─── Dataset ───

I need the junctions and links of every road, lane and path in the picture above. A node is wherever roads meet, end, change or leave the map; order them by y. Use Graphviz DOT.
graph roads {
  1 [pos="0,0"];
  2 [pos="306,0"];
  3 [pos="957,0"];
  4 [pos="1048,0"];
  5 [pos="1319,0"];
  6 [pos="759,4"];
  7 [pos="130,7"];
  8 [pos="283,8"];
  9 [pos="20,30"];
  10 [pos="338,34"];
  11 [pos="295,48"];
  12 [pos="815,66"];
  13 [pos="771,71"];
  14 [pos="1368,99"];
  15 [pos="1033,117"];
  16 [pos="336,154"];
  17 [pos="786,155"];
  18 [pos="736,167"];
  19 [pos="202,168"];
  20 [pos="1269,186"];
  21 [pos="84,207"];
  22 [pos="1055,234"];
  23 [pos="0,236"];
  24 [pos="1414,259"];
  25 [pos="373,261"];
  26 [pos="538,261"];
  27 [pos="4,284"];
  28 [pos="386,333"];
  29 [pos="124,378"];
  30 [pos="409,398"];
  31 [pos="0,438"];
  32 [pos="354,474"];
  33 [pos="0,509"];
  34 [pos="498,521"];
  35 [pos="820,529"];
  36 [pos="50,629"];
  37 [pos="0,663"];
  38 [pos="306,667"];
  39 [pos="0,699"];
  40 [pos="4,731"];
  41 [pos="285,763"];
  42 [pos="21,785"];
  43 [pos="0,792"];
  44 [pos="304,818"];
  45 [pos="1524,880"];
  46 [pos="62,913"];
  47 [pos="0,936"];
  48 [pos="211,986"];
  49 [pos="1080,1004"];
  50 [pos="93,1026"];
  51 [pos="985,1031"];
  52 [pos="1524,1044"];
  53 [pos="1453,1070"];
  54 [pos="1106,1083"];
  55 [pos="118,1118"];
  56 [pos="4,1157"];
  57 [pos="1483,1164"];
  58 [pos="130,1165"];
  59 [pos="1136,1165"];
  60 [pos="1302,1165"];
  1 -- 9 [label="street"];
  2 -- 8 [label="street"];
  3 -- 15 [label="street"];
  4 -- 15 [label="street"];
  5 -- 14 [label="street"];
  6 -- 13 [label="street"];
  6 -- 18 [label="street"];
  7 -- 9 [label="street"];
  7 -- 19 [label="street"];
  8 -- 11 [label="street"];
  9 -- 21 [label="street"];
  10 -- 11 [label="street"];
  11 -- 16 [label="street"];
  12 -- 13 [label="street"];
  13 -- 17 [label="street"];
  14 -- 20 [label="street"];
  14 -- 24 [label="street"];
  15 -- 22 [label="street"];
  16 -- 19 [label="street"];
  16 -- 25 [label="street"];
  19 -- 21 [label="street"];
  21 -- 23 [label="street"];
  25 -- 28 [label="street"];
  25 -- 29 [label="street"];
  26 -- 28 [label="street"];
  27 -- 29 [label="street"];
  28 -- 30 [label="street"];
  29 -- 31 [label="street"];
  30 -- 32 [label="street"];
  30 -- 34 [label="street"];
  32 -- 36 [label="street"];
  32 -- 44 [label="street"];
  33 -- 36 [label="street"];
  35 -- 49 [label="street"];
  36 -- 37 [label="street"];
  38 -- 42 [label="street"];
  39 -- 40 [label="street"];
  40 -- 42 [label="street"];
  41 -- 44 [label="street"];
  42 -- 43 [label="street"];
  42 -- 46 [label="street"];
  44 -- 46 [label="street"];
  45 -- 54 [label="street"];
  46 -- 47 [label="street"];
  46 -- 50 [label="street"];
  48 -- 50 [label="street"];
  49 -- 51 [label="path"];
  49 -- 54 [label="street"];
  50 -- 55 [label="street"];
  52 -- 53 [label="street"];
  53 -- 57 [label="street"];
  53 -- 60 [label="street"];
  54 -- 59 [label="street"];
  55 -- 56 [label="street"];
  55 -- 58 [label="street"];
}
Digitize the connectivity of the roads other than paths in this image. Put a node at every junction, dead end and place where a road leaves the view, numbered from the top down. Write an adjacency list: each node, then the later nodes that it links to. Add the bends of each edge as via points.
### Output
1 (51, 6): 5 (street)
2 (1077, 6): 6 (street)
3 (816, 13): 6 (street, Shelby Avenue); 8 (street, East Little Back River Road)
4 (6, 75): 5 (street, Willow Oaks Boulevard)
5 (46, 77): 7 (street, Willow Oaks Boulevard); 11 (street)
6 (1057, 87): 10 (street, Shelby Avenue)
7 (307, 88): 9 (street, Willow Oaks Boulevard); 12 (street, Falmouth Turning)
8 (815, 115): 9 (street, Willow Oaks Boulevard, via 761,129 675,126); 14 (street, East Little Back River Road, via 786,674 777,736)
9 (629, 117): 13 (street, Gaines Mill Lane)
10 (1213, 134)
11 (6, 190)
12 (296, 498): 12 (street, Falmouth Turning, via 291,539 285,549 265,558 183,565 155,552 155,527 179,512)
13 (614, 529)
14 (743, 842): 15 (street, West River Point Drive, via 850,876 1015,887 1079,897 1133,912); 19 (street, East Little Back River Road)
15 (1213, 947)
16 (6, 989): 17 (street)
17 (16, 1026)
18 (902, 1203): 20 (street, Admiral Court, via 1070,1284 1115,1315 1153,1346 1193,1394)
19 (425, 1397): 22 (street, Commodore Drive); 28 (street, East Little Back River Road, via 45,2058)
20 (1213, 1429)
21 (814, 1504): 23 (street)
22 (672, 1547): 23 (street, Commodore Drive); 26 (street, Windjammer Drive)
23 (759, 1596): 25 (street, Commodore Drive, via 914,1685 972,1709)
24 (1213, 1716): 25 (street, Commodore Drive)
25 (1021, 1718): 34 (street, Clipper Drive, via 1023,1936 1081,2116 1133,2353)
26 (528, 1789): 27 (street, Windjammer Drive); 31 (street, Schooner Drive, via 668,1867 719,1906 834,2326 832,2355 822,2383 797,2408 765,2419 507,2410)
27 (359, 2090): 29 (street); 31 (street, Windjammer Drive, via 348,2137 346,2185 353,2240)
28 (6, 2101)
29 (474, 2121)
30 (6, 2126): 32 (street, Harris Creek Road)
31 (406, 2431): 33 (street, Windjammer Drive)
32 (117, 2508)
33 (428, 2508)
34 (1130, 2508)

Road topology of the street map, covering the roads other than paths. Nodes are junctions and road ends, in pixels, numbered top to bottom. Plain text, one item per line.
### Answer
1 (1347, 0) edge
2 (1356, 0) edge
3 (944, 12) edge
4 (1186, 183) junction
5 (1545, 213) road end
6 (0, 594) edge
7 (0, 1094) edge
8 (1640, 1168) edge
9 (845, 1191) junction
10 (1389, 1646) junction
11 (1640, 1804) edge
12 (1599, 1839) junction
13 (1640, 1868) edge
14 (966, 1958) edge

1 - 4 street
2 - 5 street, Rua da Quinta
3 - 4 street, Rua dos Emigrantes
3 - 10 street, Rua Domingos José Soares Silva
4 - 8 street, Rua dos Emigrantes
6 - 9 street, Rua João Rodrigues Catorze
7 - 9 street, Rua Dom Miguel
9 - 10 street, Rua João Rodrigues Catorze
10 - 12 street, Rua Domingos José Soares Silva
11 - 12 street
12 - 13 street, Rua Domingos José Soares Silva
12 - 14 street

───

Reply with one number only: the count of lines in the entries that contain "Falmouth".

2